At the National Institutes of Health (NIH), staff are being told to cancel hundreds of research grants that involve DEI and transgender issues. The Trump administration also wants to cut the allowance for indirect costs of NIH’s and other agencies’ research grants to 15% of research contracts, although a district court judge has put that move on hold pending further legal arguments. On 8 March, the Trump administration also threatened to cancel $400m in funding to Columbia purportedly due to its failure to tackle anti-semitism on the campus.
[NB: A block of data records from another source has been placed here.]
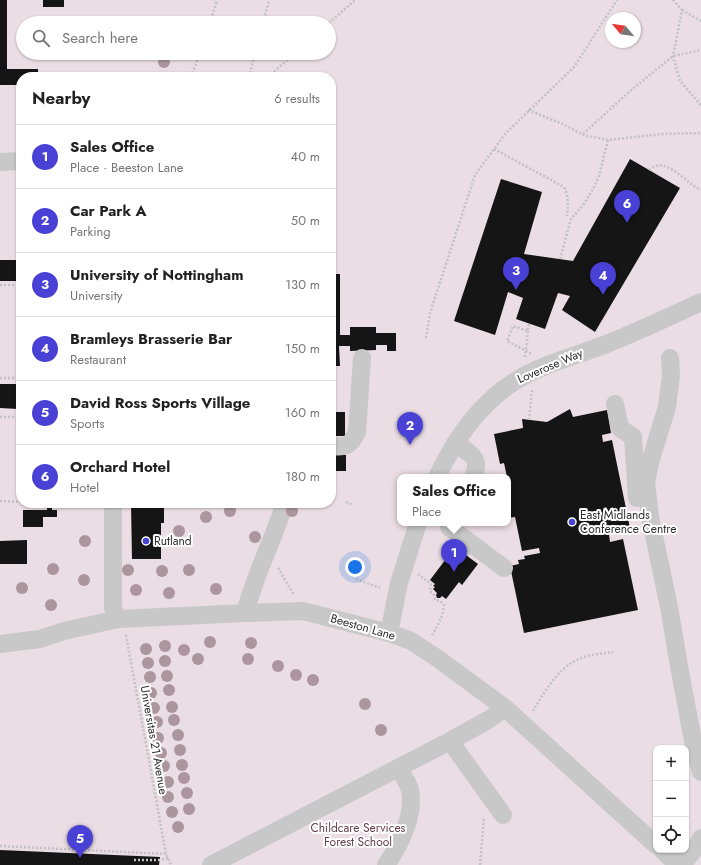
<!DOCTYPE html>
<html lang="en">
<head>
<meta charset="utf-8">
<style>
  body { margin:0; font-family:Jost,sans-serif; background:#f2f2f2; color:#222 }
  .controls { position:absolute; right:12px; bottom:12px; display:grid; overflow:hidden; border-radius:8px; box-shadow:0 1px 3px #0004 }
  .controls button { width:36px; height:36px; display:grid; place-items:center; padding:0; border:0; border-bottom:1px solid #e0e0e0; background:#fff; color:#222; font:20px sans-serif }
  .compass { position:absolute; left:605px; top:12px; width:36px; height:36px; border-radius:50%; background:#fff; box-shadow:0 1px 3px #0004; rotate:299deg }
  .you { position:absolute; left:355px; top:567px; width:14px; height:14px; margin:-10px; border:3px solid #fff; border-radius:50%; background:#1a73e8; box-shadow:0 0 0 6px #1a73e833 }
  .badge { display:grid; place-items:center; width:26px; height:26px; border-radius:50%; background:#4941d5; color:#fff; font-size:13px; font-weight:700 }
  .pin { position:absolute; translate:-50% -33px; filter:drop-shadow(0 1px 2px #0008) }
  .pin::after { content:''; position:absolute; top:21px; width:14px; height:12px; background:inherit; clip-path:polygon(0 0,100% 0,50% 100%) }
  .popup { position:absolute; left:397px; top:474px; width:114px; height:52px; box-sizing:border-box; display:grid; place-content:center; border-radius:8px; background:#fff; filter:drop-shadow(0 1px 3px #0005); font-size:13px; white-space:nowrap; color:#767676 }
  .popup b { font-size:15px; color:#222 }
  .popup::after { content:''; position:absolute; left:50%; top:100%; margin-left:-8px; border:8px solid transparent; border-top-color:#fff }
  .list { margin:0; padding:0; list-style:none }
  h2 { display:flex; justify-content:space-between; align-items:center; height:52px; margin:0; padding:0 16px; font-size:17px }
  h2 small { font-size:13px; font-weight:400; color:#767676 }
  .list li { display:grid; grid-template-columns:26px 1fr auto; gap:12px; align-items:center; box-sizing:border-box; height:64px; padding:0 16px; border-top:1px solid #e0e0e0 }
  .list b { display:block; font-size:15px; white-space:nowrap }
  .list p { margin:0; font-size:13px; white-space:nowrap; color:#767676 }
  .list em { font-size:13px; font-style:normal; color:#767676 }
  .icon { flex:none; width:22px; height:22px; fill:none; stroke:currentColor; stroke-width:2; stroke-linecap:round; stroke-linejoin:round }
  .map { position:relative; flex:none; width:701px; height:865px; overflow:hidden }
  .search { position:absolute; background:#fff; box-shadow:0 1px 3px #0004; left:16px; top:16px; width:320px; height:44px; display:flex; align-items:center; gap:10px; box-sizing:border-box; padding:0 14px; border-radius:22px; color:#767676; font-size:15px }
  .panel { position:absolute; background:#fff; box-shadow:0 1px 3px #0004; left:16px; top:72px; width:320px; height:436px; border-radius:16px }
  .map>svg:first-child { display:block }
</style>
</head>
<body>
<div class="map">
<svg width="701" height="865" viewBox="0 0 701 865">
  <rect width="100%" height="100%" fill="#fff"/>
  <path fill="#eadde3" fill-rule="evenodd" d="M0 0H701V865H0ZM611 18H635V42H611ZM23 23H329V53H23ZM21 77H331V503H21ZM400 477H508V523H400ZM656 748H686V850H656Z"/>
  <path fill="#151515" d="M0 0H7V69H38V77H21V85H0Z
    M43 0H64V7H43Z
    M630 159 680 188 595 332 562 310 570 296 558 293 545 329 516 319 523 298 508 292 495 335 454 321 501 179 542 192 524 254 573 261Z
    M0 260H21V281H0Z
    M331 274H340V335H350V327H376V333H396V351H387V345H376V350L350 351V346H339L340 366H331Z
    M331 382H334V412H345V436H331Z
    M0 384H21V410H18V409L0 408Z
    M570 409 573 417 607 410 611 433 602 435 603 442 612 440 630 528 614 531 613 526 608 527 610 542 623 539 638 610 524 633 510 566 519 564 518 560 525 559 524 556 540 553 539 548 522 551 515 517 508 518V497L511 496 508 477H507L504 463 500 464 494 434 523 428 522 419 547 422Z
    M331 455H346V471H331Z
    M131 503H161V507H164V523H161V559H132Z
    M47 505H52V510H57V517H43V527H23V510H47Z
    M27 540V564H0V541Z
    M455 547 478 564 462 585 459 582 446 599 442 596 440 598H437L436 595 437 593 433 589 435 587 433 586 435 584 430 580Z
    M0 850 160 857 159 865H0Z"/>
  <g fill="none" stroke-linecap="round" stroke-linejoin="round">
    <path stroke="#c2c2c2" stroke-width="2.5" stroke-dasharray="2 2" stroke-linecap="butt" d="M673 0 682 10 673 56 680 81 701 105
      M682 10 701 21
      M210 23 217 0
      M263 23 269 0
      M329 23 355 0
      M191 77 200 53
      M249 77 255 53
      M268 77 295 53
      M528 110 565 125 583 135 608 140 662 134 701 133
      M583 134 630 91 673 56 701 50
      M494 149 564 187C569 196 568 206 567 216
      M649 170C666 154 686 184 701 190
      M560 259 571 219 584 204 594 187 599 176 608 140
      M0 285H21
      M529 324 528 331 513 326 507 341 532 354
      M426 338 430 313 475 175 505 134 574 67 617 0
      M525 357 528 331
      M0 378H21
      M0 417H21
      M529 420 532 390
      M0 501 21 502
      M346 502 353 505
      M55 503V506L96 504
      M278 568 294 595
      M418 574 431 584 430 591 434 595 435 600 440 601 444 605C443 617 438 625 432 635
      M356 579 380 588
      M126 635 166 854 171 865
      M533 711C544 693 557 669 577 660 588 654 602 654 613 652
      M0 846 166 854
      M134 860H160L168 858
      M480 865 484 818"/>
    <path stroke="#c8c8c8" stroke-width="18" d="M0 162 21 161
      M670 358 671 376 667 407 651 459 646 482 650 517 669 607 679 666 694 746 701 772
      M615 404 620 428 633 437 637 498
      M455 443C470 454 482 457 473 477
      M331 446C346 448 351 445 357 432L362 358
      M437 477C455 439 480 402 517 380 543 364 575 356 604 345 637 332 669 317 701 302
      M113 503V608L118 619
      M449 527 504 568
      M245 613C255 575 273 540 285 503
      M389 633 399 583 418 523
      M0 644 40 639 64 631 118 619 245 613 303 611 389 633 411 641 437 658 505 708 656 845
      M450 741 503 815
      M662 850 678 865
      M211 865 450 741 488 720 505 708
      M386 865C400 845 415 815 410 790 408 782 402 774 398 768
      M682 865 699 843 701 838"/>
  </g>
  <g fill="#ab969d">
    <circle cx="164" cy="62" r="6"/>
    <circle cx="230" cy="511" r="6"/>
    <circle cx="292" cy="511" r="6"/>
    <circle cx="206" cy="517" r="6"/>
    <circle cx="179" cy="531" r="6"/>
    <circle cx="255" cy="537" r="6"/>
    <circle cx="85" cy="541" r="6"/>
    <circle cx="53" cy="569" r="6"/>
    <circle cx="128" cy="570" r="6"/>
    <circle cx="189" cy="570" r="6"/>
    <circle cx="162" cy="571" r="6"/>
    <circle cx="84" cy="580" r="6"/>
    <circle cx="22" cy="588" r="6"/>
    <circle cx="216" cy="589" r="6"/>
    <circle cx="136" cy="590" r="6"/>
    <circle cx="169" cy="593" r="6"/>
    <circle cx="51" cy="605" r="6"/>
    <circle cx="210" cy="642" r="6"/>
    <circle cx="251" cy="643" r="6"/>
    <circle cx="165" cy="646" r="6"/>
    <circle cx="146" cy="649" r="6"/>
    <circle cx="184" cy="650" r="6"/>
    <circle cx="198" cy="659" r="6"/>
    <circle cx="248" cy="659" r="6"/>
    <circle cx="165" cy="661" r="6"/>
    <circle cx="148" cy="663" r="6"/>
    <circle cx="278" cy="666" r="6"/>
    <circle cx="296" cy="675" r="6"/>
    <circle cx="167" cy="676" r="6"/>
    <circle cx="150" cy="677" r="6"/>
    <circle cx="313" cy="680" r="6"/>
    <circle cx="169" cy="690" r="6"/>
    <circle cx="151" cy="693" r="6"/>
    <circle cx="365" cy="704" r="6"/>
    <circle cx="172" cy="707" r="6"/>
    <circle cx="154" cy="708" r="6"/>
    <circle cx="174" cy="720" r="6"/>
    <circle cx="157" cy="722" r="6"/>
    <circle cx="381" cy="730" r="6"/>
    <circle cx="178" cy="735" r="6"/>
    <circle cx="158" cy="738" r="6"/>
    <circle cx="180" cy="750" r="6"/>
    <circle cx="161" cy="753" r="6"/>
    <circle cx="182" cy="765" r="6"/>
    <circle cx="164" cy="766" r="6"/>
    <circle cx="184" cy="778" r="6"/>
    <circle cx="168" cy="782" r="6"/>
    <circle cx="187" cy="793" r="6"/>
    <circle cx="168" cy="797" r="6"/>
    <circle cx="189" cy="809" r="6"/>
    <circle cx="172" cy="812" r="6"/>
    <circle cx="178" cy="827" r="6"/>
  </g>
  <g fill="#4941d5" stroke="#fff" stroke-width="1.5">
    <circle cx="572" cy="522" r="4"/>
    <circle cx="146" cy="541" r="4"/>
  </g>
  <g text-anchor="middle" dominant-baseline="central" stroke-width="4" stroke-linejoin="round" paint-order="stroke">
    <g font-size="12" fill="#2e2e2e" stroke="#fff">
      <text transform="translate(550 366) rotate(-23)">Loverose Way</text>
      <text transform="translate(363 627) rotate(16)">Beeston Lane</text>
      <text transform="translate(154 740) rotate(80)">Universitas 21 Avenue</text>
    </g>
    <g font-size="12" fill="#2e2e2e" stroke="#fff" text-anchor="start">
      <text x="580" y="515">East Midlands<tspan x="580" dy="14">Conference Centre</tspan></text>
      <text x="154" y="541">Rutland</text>
    </g>
    <g font-size="12" fill="#66404d" stroke="#fff">
      <text x="358" y="828">Childcare Services<tspan x="358" dy="14">Forest School</tspan></text>
    </g>
  </g>
</svg>
<div class="controls">
<button>+</button>
<button>−</button>
<button><svg class="icon" aria-label="locate" viewBox="0 0 24 24"><circle cx="12" cy="12" r="6"/><path d="M12 2v4M12 18v4M2 12h4M18 12h4"/></svg></button>
</div>
<svg class="compass" viewBox="-18 -18 36 36"><path d="M0-13l5 13h-10z" fill="#e53935"/><path d="M0 13l5-13h-10z" fill="#767676"/></svg>
<div class="you"></div>
<div class="pin badge" style="left:454px;top:572px">1</div>
<div class="popup"><b>Sales Office</b>Place</div>
<div class="pin badge" style="left:410px;top:445px">2</div>
<div class="pin badge" style="left:516px;top:290px">3</div>
<div class="pin badge" style="left:603px;top:295px">4</div>
<div class="pin badge" style="left:80px;top:858px">5</div>
<div class="pin badge" style="left:627px;top:223px">6</div>
<div class="search"><svg class="icon" aria-label="search" viewBox="0 0 24 24"><circle cx="10" cy="10" r="6"/><path d="M15 15l6 6"/></svg>Search here</div>
<section class="panel">
<h2>Nearby<small>6 results</small></h2>
<ul class="list">
<li><span class="badge">1</span><div><b>Sales Office</b><p>Place · Beeston Lane</p></div><em>40 m</em></li>
<li><span class="badge">2</span><div><b>Car Park A</b><p>Parking</p></div><em>50 m</em></li>
<li><span class="badge">3</span><div><b>University of Nottingham</b><p>University</p></div><em>130 m</em></li>
<li><span class="badge">4</span><div><b>Bramleys Brasserie Bar</b><p>Restaurant</p></div><em>150 m</em></li>
<li><span class="badge">5</span><div><b>David Ross Sports Village</b><p>Sports</p></div><em>160 m</em></li>
<li><span class="badge">6</span><div><b>Orchard Hotel</b><p>Hotel</p></div><em>180 m</em></li>
</ul>
</section>
</div>
</body>
</html>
A Trump policy of removing “undocumented aliens” continues to alarm universities that have overseas students. Some institutions have already advised overseas students against travelling abroad during holidays, in case immigration officers do not let them back in when they return. Others warn that their international students should carry their immigration documents with them at all times. Universities have also started to rein in spending with Harvard and the Massachusetts Institute of Technology, for example, implementing a hiring freeze.

Falling behind

Amid the turmoil, the US scientific community is beginning to fight back. Individual scientists have supported court cases that have overturned sackings at government agencies, while a letter to Congress signed by the Union of Concerned Scientists and 48 scientific societies asserts that the administration has “already caused significant harm to American science”. On 7 March, more than 30 US cities also hosted “Stand Up for Science” rallies attended by thousands of demonstrators.

Elsewhere, a group of government, academic and industry leaders – known collectively as Vision for American Science and Technology – has released a report warning that the US could fall behind China and other competitors in science and technology. Entitled Unleashing American Potential, it calls for increased public and private investment in science to maintain US leadership. “The more dollars we put in from the feds, the more investment comes in from industry, and we get job growth, we get economic success, and we get national security out of it,” notes Sudip Parikh, chief executive of the American Association for the Advancement of Science, who was involved in the report.

Marcia McNutt, president of the National Academy of Sciences, meanwhile, has called on the community to continue to highlight the benefit of science. “We need to underscore the fact that stable federal funding of research is the main mode by which radical new discoveries have come to light – discoveries that have enabled the age of quantum computing and AI and new materials science,” she said. “These are areas that I am sure are very important to this administration as well.”